* Task item
Scan the records and identify every line in which the string "dead" occurs, then return those lines.

* Supplied data
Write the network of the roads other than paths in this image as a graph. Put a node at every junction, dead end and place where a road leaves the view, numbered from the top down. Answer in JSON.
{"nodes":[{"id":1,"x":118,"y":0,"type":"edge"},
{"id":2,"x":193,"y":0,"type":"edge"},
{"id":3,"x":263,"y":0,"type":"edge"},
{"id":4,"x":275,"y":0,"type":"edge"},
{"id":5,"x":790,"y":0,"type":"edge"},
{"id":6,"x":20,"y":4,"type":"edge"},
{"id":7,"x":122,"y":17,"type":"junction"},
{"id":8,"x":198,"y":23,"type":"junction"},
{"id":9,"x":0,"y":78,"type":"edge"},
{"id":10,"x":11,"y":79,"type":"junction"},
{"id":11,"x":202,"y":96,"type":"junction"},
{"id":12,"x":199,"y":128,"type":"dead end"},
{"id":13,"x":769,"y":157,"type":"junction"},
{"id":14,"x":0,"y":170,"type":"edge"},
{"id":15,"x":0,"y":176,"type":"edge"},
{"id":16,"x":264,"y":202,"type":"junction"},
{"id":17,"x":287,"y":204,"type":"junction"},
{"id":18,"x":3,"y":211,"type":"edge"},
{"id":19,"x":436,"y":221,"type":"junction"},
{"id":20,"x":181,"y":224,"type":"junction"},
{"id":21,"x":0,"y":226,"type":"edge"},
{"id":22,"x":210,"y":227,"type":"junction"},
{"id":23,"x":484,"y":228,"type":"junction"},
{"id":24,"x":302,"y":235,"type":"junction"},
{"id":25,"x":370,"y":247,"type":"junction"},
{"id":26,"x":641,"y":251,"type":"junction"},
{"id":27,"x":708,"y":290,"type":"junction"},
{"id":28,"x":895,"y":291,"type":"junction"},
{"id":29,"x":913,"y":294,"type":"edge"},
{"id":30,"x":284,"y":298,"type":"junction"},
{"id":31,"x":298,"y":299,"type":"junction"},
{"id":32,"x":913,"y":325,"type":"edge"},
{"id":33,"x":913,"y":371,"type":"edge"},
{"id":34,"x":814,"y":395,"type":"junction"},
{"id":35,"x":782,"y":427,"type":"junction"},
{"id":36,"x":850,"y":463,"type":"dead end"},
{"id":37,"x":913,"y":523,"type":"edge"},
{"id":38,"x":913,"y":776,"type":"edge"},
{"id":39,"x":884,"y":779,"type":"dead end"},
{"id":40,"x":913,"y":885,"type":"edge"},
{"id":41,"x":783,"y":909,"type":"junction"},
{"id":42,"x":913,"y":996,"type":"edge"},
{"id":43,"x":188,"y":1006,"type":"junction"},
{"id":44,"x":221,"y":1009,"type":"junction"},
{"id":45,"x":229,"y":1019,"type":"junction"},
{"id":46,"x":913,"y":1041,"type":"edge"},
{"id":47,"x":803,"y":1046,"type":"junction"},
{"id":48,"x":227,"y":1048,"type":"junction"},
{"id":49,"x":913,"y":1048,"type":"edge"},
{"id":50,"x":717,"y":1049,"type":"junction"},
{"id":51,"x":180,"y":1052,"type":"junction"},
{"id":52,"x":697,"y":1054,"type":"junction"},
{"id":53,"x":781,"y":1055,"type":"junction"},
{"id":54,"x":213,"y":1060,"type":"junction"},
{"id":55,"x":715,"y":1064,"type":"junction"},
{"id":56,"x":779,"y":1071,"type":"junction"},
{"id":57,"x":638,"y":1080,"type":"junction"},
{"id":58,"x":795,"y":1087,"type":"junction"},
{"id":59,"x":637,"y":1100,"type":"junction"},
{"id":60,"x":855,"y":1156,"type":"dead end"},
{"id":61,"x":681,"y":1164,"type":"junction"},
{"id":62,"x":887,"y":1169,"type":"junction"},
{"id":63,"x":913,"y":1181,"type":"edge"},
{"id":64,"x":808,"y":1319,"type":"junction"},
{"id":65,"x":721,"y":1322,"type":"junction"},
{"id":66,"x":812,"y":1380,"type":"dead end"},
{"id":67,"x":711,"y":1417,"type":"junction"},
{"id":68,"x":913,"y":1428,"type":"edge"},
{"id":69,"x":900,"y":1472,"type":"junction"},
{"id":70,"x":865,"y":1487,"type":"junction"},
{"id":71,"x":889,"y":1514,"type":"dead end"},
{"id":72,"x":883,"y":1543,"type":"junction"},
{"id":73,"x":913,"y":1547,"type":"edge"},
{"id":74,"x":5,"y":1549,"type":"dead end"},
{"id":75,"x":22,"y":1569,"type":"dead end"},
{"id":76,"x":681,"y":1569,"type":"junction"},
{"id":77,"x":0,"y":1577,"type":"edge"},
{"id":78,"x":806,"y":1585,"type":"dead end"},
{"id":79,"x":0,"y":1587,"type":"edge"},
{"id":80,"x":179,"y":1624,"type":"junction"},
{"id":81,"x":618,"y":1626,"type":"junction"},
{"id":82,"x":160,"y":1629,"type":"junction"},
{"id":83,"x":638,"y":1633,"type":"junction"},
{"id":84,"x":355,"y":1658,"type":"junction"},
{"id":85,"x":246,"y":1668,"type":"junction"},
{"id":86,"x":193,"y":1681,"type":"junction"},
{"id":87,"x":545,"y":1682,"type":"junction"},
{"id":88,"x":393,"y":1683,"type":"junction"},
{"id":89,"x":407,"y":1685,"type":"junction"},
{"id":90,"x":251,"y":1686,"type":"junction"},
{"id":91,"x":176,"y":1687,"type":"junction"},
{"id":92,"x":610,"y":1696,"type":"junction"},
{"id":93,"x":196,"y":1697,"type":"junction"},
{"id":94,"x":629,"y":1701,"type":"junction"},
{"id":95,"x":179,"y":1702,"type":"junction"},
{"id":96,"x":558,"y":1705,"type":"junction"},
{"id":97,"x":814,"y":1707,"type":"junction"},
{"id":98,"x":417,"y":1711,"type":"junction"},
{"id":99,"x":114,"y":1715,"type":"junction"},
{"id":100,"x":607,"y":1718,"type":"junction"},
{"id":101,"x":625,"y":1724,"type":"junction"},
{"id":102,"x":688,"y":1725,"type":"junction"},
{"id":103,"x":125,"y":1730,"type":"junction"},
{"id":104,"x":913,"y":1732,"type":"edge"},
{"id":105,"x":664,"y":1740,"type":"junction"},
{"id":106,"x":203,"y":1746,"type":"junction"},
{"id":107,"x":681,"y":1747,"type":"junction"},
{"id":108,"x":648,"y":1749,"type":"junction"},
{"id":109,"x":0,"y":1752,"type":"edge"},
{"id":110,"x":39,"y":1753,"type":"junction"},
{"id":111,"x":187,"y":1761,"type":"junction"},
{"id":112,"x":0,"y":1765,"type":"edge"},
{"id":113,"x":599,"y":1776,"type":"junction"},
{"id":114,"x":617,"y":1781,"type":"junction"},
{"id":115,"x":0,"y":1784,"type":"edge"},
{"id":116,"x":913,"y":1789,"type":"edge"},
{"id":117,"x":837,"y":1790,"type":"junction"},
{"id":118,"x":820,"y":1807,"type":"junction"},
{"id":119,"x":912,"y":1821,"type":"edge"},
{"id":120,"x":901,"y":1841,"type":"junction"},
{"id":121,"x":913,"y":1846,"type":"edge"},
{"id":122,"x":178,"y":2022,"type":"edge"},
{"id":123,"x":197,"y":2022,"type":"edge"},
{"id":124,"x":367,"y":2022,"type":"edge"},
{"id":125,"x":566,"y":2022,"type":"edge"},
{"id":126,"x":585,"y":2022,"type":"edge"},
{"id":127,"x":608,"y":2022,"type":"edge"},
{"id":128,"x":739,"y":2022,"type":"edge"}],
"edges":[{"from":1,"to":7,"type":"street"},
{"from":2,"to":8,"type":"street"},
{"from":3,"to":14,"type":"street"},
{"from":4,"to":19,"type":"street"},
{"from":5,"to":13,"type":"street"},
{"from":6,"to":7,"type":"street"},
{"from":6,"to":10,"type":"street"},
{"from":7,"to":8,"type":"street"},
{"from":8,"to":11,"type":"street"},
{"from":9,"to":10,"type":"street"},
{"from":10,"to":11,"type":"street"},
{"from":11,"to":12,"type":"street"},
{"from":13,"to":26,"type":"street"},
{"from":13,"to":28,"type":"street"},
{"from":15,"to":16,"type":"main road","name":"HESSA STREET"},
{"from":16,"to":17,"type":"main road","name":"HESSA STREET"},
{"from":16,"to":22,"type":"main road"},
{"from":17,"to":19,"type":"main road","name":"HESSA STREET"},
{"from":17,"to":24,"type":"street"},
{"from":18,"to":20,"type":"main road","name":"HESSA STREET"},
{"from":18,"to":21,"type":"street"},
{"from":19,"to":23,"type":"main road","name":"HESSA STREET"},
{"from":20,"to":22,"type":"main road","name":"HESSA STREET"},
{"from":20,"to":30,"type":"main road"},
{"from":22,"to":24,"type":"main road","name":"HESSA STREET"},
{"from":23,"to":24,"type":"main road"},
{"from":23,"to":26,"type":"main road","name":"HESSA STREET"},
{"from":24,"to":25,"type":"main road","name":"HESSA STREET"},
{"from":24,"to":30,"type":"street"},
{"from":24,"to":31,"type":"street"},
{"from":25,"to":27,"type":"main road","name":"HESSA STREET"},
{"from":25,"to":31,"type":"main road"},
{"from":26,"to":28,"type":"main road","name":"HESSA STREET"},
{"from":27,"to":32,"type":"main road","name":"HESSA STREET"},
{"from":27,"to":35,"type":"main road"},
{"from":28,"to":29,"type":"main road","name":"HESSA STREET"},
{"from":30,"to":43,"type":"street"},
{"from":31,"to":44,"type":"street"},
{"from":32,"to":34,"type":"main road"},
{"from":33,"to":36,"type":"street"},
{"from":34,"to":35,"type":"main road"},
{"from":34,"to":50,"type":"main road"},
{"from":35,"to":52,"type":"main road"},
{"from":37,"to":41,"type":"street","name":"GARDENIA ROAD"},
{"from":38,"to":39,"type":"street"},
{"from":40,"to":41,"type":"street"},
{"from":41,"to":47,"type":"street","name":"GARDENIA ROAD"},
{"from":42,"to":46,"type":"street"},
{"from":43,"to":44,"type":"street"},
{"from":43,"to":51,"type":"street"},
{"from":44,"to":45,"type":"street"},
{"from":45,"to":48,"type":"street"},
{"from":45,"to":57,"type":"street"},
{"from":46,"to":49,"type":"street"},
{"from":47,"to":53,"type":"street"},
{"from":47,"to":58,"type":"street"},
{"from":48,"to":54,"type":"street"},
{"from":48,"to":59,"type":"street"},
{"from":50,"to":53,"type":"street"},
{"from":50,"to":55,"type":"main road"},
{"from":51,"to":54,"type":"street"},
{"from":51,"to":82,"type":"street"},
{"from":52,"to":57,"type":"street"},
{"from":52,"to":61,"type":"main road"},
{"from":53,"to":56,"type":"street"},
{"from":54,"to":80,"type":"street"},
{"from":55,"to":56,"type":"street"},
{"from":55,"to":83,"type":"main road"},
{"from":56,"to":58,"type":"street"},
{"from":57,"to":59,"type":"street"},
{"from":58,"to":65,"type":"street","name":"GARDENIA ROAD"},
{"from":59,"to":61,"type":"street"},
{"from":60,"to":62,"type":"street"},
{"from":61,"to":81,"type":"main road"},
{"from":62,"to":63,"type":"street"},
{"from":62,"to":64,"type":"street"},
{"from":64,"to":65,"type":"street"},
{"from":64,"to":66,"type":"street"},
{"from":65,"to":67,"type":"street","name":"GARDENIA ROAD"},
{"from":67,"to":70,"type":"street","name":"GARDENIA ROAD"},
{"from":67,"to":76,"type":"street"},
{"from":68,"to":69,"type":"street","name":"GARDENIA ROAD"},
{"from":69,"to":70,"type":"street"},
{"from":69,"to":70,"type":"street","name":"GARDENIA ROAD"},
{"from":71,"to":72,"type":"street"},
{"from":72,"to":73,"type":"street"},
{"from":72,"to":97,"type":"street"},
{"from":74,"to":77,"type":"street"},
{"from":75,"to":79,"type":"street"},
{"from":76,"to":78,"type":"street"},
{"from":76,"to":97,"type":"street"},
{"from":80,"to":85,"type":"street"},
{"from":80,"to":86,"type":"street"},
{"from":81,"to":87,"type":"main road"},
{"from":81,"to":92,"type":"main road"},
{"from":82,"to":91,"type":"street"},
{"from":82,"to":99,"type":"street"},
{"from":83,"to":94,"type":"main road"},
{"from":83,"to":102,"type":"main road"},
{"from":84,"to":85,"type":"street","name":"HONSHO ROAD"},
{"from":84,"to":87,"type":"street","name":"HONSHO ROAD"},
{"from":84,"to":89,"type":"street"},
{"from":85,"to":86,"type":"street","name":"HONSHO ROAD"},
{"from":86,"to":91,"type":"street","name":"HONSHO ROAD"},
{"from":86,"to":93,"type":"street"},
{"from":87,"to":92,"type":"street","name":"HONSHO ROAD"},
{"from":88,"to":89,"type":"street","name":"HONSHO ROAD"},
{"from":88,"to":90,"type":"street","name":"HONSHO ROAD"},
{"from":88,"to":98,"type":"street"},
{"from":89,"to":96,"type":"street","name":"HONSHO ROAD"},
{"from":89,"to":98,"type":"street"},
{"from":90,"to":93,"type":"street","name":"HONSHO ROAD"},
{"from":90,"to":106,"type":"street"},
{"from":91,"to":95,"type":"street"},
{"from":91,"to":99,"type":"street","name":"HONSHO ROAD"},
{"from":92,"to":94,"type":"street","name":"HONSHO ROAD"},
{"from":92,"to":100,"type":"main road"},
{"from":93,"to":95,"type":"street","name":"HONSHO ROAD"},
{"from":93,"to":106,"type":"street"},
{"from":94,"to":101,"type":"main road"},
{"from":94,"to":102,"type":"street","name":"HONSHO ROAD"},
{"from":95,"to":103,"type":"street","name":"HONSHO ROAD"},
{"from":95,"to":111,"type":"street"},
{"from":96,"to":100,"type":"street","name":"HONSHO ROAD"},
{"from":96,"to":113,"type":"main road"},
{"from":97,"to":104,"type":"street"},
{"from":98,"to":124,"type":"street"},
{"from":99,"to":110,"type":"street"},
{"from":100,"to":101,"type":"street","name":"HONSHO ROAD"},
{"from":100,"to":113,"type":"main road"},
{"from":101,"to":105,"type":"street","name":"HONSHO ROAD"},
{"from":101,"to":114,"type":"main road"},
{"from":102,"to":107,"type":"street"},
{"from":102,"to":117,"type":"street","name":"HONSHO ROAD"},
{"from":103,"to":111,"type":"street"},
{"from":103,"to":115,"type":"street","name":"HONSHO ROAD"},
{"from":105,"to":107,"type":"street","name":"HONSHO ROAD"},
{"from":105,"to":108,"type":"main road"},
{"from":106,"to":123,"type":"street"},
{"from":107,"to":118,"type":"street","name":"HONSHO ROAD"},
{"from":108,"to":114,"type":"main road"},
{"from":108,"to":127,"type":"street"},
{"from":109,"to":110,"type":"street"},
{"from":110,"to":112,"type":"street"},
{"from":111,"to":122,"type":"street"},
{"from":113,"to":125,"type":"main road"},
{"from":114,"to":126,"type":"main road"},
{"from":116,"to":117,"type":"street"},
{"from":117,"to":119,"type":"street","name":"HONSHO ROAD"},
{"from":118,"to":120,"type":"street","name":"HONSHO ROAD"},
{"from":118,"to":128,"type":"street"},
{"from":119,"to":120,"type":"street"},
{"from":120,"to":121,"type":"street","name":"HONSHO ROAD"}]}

* Written solution
Write the network of the roads other than paths in this image as a graph. Put a node at every junction, dead end and place where a road leaves the view, numbered from the top down. Answer in JSON.
{"id":12,"x":199,"y":128,"type":"dead end"},
{"id":36,"x":850,"y":463,"type":"dead end"},
{"id":39,"x":884,"y":779,"type":"dead end"},
{"id":60,"x":855,"y":1156,"type":"dead end"},
{"id":66,"x":812,"y":1380,"type":"dead end"},
{"id":71,"x":889,"y":1514,"type":"dead end"},
{"id":74,"x":5,"y":1549,"type":"dead end"},
{"id":75,"x":22,"y":1569,"type":"dead end"},
{"id":78,"x":806,"y":1585,"type":"dead end"},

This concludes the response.